• **EXERCISE**
Keeping every word and mark, copy all of the data.

(Collected data entries)
*****

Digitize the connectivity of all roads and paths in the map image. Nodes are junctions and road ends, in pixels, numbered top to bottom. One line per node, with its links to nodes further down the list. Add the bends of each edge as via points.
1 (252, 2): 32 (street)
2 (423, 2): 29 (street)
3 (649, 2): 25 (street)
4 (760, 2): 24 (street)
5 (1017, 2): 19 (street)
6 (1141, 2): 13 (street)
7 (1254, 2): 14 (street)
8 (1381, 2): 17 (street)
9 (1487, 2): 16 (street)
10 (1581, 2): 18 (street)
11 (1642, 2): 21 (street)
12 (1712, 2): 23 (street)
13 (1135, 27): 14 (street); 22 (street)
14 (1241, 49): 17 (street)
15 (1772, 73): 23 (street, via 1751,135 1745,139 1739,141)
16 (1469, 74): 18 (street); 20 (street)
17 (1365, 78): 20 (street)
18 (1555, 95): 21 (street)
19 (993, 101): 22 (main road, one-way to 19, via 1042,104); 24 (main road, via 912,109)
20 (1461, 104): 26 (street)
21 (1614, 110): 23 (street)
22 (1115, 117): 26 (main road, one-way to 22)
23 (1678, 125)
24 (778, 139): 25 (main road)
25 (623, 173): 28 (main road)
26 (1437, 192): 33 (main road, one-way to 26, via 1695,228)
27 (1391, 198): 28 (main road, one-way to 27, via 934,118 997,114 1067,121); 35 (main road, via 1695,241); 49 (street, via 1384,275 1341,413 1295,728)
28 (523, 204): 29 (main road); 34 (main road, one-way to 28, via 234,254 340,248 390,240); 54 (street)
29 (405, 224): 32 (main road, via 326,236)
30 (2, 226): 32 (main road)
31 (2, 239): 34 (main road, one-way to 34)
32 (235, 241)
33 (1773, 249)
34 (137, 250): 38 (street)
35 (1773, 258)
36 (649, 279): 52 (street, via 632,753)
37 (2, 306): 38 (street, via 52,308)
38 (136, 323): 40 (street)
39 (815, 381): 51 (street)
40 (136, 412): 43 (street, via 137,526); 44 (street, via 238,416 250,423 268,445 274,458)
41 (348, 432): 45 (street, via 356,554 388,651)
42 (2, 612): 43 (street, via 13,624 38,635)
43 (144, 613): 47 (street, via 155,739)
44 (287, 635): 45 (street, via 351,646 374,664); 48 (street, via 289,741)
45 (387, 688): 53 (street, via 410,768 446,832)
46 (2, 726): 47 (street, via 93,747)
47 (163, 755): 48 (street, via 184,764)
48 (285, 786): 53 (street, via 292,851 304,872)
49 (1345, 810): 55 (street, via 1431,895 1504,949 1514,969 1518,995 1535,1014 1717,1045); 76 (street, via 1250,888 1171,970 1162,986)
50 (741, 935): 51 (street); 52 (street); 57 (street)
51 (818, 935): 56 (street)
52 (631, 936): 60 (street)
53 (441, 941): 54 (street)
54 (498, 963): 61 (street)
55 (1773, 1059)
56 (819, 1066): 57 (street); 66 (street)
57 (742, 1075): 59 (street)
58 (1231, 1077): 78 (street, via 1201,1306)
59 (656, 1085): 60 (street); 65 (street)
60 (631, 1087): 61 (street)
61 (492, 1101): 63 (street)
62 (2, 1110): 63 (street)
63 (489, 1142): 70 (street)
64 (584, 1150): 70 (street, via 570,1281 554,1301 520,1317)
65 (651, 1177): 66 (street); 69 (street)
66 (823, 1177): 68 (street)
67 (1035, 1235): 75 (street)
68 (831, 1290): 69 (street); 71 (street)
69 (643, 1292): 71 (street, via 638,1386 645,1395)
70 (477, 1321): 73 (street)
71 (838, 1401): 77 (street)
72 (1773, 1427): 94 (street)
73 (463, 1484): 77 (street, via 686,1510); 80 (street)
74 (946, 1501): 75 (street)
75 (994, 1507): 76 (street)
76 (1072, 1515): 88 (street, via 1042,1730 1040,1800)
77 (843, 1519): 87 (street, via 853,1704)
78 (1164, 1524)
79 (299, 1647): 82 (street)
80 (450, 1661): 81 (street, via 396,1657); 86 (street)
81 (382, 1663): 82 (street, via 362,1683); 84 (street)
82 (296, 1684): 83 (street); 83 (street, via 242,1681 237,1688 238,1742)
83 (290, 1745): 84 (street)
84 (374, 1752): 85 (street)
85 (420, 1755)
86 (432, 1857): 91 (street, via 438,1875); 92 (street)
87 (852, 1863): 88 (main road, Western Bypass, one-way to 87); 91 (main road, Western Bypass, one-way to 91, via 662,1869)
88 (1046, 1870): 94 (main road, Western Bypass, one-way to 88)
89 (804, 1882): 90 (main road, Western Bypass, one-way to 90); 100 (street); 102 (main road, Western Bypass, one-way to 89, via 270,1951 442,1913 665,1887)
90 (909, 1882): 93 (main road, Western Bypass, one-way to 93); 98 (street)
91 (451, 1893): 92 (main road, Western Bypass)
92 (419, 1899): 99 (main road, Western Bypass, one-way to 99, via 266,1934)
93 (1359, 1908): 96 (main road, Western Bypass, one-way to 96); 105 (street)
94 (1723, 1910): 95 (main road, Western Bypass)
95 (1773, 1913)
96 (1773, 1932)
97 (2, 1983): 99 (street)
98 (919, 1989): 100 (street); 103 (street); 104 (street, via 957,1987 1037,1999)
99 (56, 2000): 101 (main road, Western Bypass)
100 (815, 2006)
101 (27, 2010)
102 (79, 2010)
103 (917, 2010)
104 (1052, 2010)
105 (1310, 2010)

*****

• **RESPONSE TO THIS TASK**
Digitize the connectivity of all roads and paths in the map image. Nodes are junctions and road ends, in pixels, numbered top to bottom. One line per node, with its links to nodes further down the list. Add the bends of each edge as via points.
1 (252, 2): 32 (street)
2 (423, 2): 29 (street)
3 (649, 2): 25 (street)
4 (760, 2): 24 (street)
5 (1017, 2): 19 (street)
6 (1141, 2): 13 (street)
7 (1254, 2): 14 (street)
8 (1381, 2): 17 (street)
9 (1487, 2): 16 (street)
10 (1581, 2): 18 (street)
11 (1642, 2): 21 (street)
12 (1712, 2): 23 (street)
13 (1135, 27): 14 (street); 22 (street)
14 (1241, 49): 17 (street)
15 (1772, 73): 23 (street, via 1751,135 1745,139 1739,141)
16 (1469, 74): 18 (street); 20 (street)
17 (1365, 78): 20 (street)
18 (1555, 95): 21 (street)
19 (993, 101): 22 (main road, one-way to 19, via 1042,104); 24 (main road, via 912,109)
20 (1461, 104): 26 (street)
21 (1614, 110): 23 (street)
22 (1115, 117): 26 (main road, one-way to 22)
23 (1678, 125)
24 (778, 139): 25 (main road)
25 (623, 173): 28 (main road)
26 (1437, 192): 33 (main road, one-way to 26, via 1695,228)
27 (1391, 198): 28 (main road, one-way to 27, via 934,118 997,114 1067,121); 35 (main road, via 1695,241); 49 (street, via 1384,275 1341,413 1295,728)
28 (523, 204): 29 (main road); 34 (main road, one-way to 28, via 234,254 340,248 390,240); 54 (street)
29 (405, 224): 32 (main road, via 326,236)
30 (2, 226): 32 (main road)
31 (2, 239): 34 (main road, one-way to 34)
32 (235, 241)
33 (1773, 249)
34 (137, 250): 38 (street)
35 (1773, 258)
36 (649, 279): 52 (street, via 632,753)
37 (2, 306): 38 (street, via 52,308)
38 (136, 323): 40 (street)
39 (815, 381): 51 (street)
40 (136, 412): 43 (street, via 137,526); 44 (street, via 238,416 250,423 268,445 274,458)
41 (348, 432): 45 (street, via 356,554 388,651)
42 (2, 612): 43 (street, via 13,624 38,635)
43 (144, 613): 47 (street, via 155,739)
44 (287, 635): 45 (street, via 351,646 374,664); 48 (street, via 289,741)
45 (387, 688): 53 (street, via 410,768 446,832)
46 (2, 726): 47 (street, via 93,747)
47 (163, 755): 48 (street, via 184,764)
48 (285, 786): 53 (street, via 292,851 304,872)
49 (1345, 810): 55 (street, via 1431,895 1504,949 1514,969 1518,995 1535,1014 1717,1045); 76 (street, via 1250,888 1171,970 1162,986)
50 (741, 935): 51 (street); 52 (street); 57 (street)
51 (818, 935): 56 (street)
52 (631, 936): 60 (street)
53 (441, 941): 54 (street)
54 (498, 963): 61 (street)
55 (1773, 1059)
56 (819, 1066): 57 (street); 66 (street)
57 (742, 1075): 59 (street)
58 (1231, 1077): 78 (street, via 1201,1306)
59 (656, 1085): 60 (street); 65 (street)
60 (631, 1087): 61 (street)
61 (492, 1101): 63 (street)
62 (2, 1110): 63 (street)
63 (489, 1142): 70 (street)
64 (584, 1150): 70 (street, via 570,1281 554,1301 520,1317)
65 (651, 1177): 66 (street); 69 (street)
66 (823, 1177): 68 (street)
67 (1035, 1235): 75 (street)
68 (831, 1290): 69 (street); 71 (street)
69 (643, 1292): 71 (street, via 638,1386 645,1395)
70 (477, 1321): 73 (street)
71 (838, 1401): 77 (street)
72 (1773, 1427): 94 (street)
73 (463, 1484): 77 (street, via 686,1510); 80 (street)
74 (946, 1501): 75 (street)
75 (994, 1507): 76 (street)
76 (1072, 1515): 88 (street, via 1042,1730 1040,1800)
77 (843, 1519): 87 (street, via 853,1704)
78 (1164, 1524)
79 (299, 1647): 82 (street)
80 (450, 1661): 81 (street, via 396,1657); 86 (street)
81 (382, 1663): 82 (street, via 362,1683); 84 (street)
82 (296, 1684): 83 (street); 83 (street, via 242,1681 237,1688 238,1742)
83 (290, 1745): 84 (street)
84 (374, 1752): 85 (street)
85 (420, 1755)
86 (432, 1857): 91 (street, via 438,1875); 92 (street)
87 (852, 1863): 88 (main road, Western Bypass, one-way to 87); 91 (main road, Western Bypass, one-way to 91, via 662,1869)
88 (1046, 1870): 94 (main road, Western Bypass, one-way to 88)
89 (804, 1882): 90 (main road, Western Bypass, one-way to 90); 100 (street); 102 (main road, Western Bypass, one-way to 89, via 270,1951 442,1913 665,1887)
90 (909, 1882): 93 (main road, Western Bypass, one-way to 93); 98 (street)
91 (451, 1893): 92 (main road, Western Bypass)
92 (419, 1899): 99 (main road, Western Bypass, one-way to 99, via 266,1934)
93 (1359, 1908): 96 (main road, Western Bypass, one-way to 96); 105 (street)
94 (1723, 1910): 95 (main road, Western Bypass)
95 (1773, 1913)
96 (1773, 1932)
97 (2, 1983): 99 (street)
98 (919, 1989): 100 (street); 103 (street); 104 (street, via 957,1987 1037,1999)
99 (56, 2000): 101 (main road, Western Bypass)
100 (815, 2006)
101 (27, 2010)
102 (79, 2010)
103 (917, 2010)
104 (1052, 2010)
105 (1310, 2010)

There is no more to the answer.